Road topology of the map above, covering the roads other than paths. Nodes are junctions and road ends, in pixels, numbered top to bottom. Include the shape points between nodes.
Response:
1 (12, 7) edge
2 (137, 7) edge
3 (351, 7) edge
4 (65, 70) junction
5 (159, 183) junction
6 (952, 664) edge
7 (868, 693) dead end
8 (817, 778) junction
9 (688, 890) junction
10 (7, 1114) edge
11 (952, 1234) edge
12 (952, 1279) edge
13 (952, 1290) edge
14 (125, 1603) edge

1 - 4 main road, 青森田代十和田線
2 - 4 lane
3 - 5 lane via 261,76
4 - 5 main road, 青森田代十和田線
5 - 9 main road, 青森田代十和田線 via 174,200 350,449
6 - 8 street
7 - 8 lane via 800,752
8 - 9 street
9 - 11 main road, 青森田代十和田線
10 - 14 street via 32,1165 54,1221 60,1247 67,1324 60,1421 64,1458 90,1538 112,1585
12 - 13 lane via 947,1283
—————
● **What is being asked**: Transcribe all of the records above without altering anything.

● **Answer section**:
Road topology of the map above, covering the roads other than paths. Nodes are junctions and road ends, in pixels, numbered top to bottom. Include the shape points between nodes.
Response:
1 (12, 7) edge
2 (137, 7) edge
3 (351, 7) edge
4 (65, 70) junction
5 (159, 183) junction
6 (952, 664) edge
7 (868, 693) dead end
8 (817, 778) junction
9 (688, 890) junction
10 (7, 1114) edge
11 (952, 1234) edge
12 (952, 1279) edge
13 (952, 1290) edge
14 (125, 1603) edge

1 - 4 main road, 青森田代十和田線
2 - 4 lane
3 - 5 lane via 261,76
4 - 5 main road, 青森田代十和田線
5 - 9 main road, 青森田代十和田線 via 174,200 350,449
6 - 8 street
7 - 8 lane via 800,752
8 - 9 street
9 - 11 main road, 青森田代十和田線
10 - 14 street via 32,1165 54,1221 60,1247 67,1324 60,1421 64,1458 90,1538 112,1585
12 - 13 lane via 947,1283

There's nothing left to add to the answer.